### To do
Begin at the line with "I need the junctions and links of all" and return each line through the final one of the listing below, exactly as written.

### Dataset extract
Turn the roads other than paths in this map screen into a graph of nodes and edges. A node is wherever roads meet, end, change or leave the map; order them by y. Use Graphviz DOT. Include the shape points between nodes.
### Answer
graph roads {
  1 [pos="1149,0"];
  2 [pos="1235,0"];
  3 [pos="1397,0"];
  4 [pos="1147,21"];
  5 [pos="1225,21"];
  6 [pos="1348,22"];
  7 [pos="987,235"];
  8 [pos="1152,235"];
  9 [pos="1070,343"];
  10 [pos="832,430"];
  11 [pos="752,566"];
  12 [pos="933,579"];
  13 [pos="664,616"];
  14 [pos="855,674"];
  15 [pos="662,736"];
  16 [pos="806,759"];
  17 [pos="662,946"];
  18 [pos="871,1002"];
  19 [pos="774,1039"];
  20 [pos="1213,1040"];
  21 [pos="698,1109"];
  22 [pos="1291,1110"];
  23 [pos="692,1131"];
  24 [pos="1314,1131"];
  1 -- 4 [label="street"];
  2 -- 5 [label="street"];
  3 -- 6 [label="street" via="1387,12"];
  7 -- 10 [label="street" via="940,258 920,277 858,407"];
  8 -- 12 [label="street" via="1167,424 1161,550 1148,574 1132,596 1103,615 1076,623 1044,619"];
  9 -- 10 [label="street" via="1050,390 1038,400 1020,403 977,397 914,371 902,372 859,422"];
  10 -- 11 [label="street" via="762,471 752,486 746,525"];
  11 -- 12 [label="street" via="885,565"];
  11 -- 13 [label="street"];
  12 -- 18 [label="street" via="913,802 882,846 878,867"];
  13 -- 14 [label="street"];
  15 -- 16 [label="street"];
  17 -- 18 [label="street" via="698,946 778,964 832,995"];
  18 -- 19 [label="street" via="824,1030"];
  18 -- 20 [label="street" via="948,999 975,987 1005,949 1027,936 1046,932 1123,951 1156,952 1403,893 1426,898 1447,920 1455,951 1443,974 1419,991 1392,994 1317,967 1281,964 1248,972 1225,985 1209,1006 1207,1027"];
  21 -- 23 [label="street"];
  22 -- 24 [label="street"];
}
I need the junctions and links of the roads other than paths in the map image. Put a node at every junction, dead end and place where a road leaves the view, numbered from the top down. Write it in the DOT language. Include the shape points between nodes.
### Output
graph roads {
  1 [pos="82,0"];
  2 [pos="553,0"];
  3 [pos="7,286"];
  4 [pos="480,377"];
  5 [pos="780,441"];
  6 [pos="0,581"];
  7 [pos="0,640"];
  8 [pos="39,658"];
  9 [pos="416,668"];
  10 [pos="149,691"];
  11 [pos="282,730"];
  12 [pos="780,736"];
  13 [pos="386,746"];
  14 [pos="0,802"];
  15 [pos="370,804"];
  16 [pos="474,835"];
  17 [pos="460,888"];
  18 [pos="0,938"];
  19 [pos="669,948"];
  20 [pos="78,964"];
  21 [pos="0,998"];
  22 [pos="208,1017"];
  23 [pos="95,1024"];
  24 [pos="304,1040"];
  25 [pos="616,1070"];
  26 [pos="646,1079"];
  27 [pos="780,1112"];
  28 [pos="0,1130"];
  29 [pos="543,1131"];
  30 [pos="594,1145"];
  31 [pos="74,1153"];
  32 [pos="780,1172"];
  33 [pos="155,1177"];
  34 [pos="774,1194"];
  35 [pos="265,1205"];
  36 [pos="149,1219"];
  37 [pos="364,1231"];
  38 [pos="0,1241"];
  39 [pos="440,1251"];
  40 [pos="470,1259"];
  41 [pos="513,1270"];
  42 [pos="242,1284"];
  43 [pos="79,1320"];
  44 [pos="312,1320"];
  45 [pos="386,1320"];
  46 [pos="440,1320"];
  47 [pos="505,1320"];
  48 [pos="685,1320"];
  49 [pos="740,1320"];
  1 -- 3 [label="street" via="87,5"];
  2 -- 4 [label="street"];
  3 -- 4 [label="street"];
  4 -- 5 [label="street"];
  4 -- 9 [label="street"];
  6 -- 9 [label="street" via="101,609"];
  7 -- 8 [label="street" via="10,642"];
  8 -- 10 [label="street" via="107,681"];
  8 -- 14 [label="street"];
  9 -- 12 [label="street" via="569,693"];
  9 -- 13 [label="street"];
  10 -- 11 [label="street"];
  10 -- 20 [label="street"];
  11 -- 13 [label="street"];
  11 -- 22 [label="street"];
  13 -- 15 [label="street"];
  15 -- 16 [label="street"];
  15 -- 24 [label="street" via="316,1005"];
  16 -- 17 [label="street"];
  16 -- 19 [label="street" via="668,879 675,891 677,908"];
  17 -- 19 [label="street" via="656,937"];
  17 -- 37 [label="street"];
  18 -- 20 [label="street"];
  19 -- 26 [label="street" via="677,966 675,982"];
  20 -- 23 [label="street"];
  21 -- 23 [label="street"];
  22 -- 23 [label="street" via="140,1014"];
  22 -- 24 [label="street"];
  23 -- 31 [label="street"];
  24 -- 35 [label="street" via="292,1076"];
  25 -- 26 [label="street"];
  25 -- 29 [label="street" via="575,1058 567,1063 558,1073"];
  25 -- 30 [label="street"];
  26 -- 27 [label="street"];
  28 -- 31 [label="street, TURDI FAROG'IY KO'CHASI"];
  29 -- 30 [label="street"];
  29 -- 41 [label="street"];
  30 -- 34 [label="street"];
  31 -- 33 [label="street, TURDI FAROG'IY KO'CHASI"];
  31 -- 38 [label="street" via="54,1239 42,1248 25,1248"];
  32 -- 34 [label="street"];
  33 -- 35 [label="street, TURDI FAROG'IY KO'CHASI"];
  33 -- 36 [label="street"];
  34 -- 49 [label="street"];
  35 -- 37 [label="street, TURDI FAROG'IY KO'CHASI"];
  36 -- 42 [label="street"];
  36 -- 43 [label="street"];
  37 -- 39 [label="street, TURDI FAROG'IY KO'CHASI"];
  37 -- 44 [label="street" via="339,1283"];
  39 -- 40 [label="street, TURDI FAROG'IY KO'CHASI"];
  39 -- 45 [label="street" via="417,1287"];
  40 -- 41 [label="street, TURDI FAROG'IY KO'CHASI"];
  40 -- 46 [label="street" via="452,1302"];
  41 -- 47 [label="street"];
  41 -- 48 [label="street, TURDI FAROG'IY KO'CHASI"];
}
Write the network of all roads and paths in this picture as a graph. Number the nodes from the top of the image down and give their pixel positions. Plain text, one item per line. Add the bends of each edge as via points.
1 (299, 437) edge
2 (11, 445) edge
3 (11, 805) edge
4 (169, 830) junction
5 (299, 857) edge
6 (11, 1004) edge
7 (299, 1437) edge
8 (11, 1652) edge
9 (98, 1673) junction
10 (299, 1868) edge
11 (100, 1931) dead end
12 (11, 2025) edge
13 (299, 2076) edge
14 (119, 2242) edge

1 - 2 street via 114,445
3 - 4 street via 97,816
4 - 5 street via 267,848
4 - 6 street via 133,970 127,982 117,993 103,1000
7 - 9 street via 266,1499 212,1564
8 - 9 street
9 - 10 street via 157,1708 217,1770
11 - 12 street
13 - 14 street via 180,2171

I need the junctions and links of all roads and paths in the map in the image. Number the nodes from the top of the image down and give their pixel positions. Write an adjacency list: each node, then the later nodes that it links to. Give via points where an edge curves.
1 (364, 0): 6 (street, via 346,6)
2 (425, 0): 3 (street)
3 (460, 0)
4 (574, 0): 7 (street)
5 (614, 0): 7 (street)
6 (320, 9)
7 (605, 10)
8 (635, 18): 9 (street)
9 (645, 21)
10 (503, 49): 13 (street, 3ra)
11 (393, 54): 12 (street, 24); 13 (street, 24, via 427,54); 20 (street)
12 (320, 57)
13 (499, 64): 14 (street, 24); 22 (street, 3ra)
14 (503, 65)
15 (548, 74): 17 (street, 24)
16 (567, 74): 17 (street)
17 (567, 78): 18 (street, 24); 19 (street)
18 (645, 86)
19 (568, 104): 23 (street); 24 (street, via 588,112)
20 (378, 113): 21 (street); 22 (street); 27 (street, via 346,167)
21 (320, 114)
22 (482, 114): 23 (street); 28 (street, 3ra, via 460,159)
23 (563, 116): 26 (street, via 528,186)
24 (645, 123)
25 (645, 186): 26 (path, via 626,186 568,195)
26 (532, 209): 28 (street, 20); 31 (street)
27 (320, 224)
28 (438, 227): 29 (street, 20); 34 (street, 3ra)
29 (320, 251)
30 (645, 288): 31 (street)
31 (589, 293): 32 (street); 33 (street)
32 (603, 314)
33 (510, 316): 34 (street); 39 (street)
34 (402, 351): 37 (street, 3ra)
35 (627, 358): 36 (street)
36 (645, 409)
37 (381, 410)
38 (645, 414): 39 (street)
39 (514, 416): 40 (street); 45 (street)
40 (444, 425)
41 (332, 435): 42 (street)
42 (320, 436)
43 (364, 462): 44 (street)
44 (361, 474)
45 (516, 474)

### Task answer
I need the junctions and links of all roads and paths in the map in the image. Number the nodes from the top of the image down and give their pixel positions. Write an adjacency list: each node, then the later nodes that it links to. Give via points where an edge curves.
1 (364, 0): 6 (street, via 346,6)
2 (425, 0): 3 (street)
3 (460, 0)
4 (574, 0): 7 (street)
5 (614, 0): 7 (street)
6 (320, 9)
7 (605, 10)
8 (635, 18): 9 (street)
9 (645, 21)
10 (503, 49): 13 (street, 3ra)
11 (393, 54): 12 (street, 24); 13 (street, 24, via 427,54); 20 (street)
12 (320, 57)
13 (499, 64): 14 (street, 24); 22 (street, 3ra)
14 (503, 65)
15 (548, 74): 17 (street, 24)
16 (567, 74): 17 (street)
17 (567, 78): 18 (street, 24); 19 (street)
18 (645, 86)
19 (568, 104): 23 (street); 24 (street, via 588,112)
20 (378, 113): 21 (street); 22 (street); 27 (street, via 346,167)
21 (320, 114)
22 (482, 114): 23 (street); 28 (street, 3ra, via 460,159)
23 (563, 116): 26 (street, via 528,186)
24 (645, 123)
25 (645, 186): 26 (path, via 626,186 568,195)
26 (532, 209): 28 (street, 20); 31 (street)
27 (320, 224)
28 (438, 227): 29 (street, 20); 34 (street, 3ra)
29 (320, 251)
30 (645, 288): 31 (street)
31 (589, 293): 32 (street); 33 (street)
32 (603, 314)
33 (510, 316): 34 (street); 39 (street)
34 (402, 351): 37 (street, 3ra)
35 (627, 358): 36 (street)
36 (645, 409)
37 (381, 410)
38 (645, 414): 39 (street)
39 (514, 416): 40 (street); 45 (street)
40 (444, 425)
41 (332, 435): 42 (street)
42 (320, 436)
43 (364, 462): 44 (street)
44 (361, 474)
45 (516, 474)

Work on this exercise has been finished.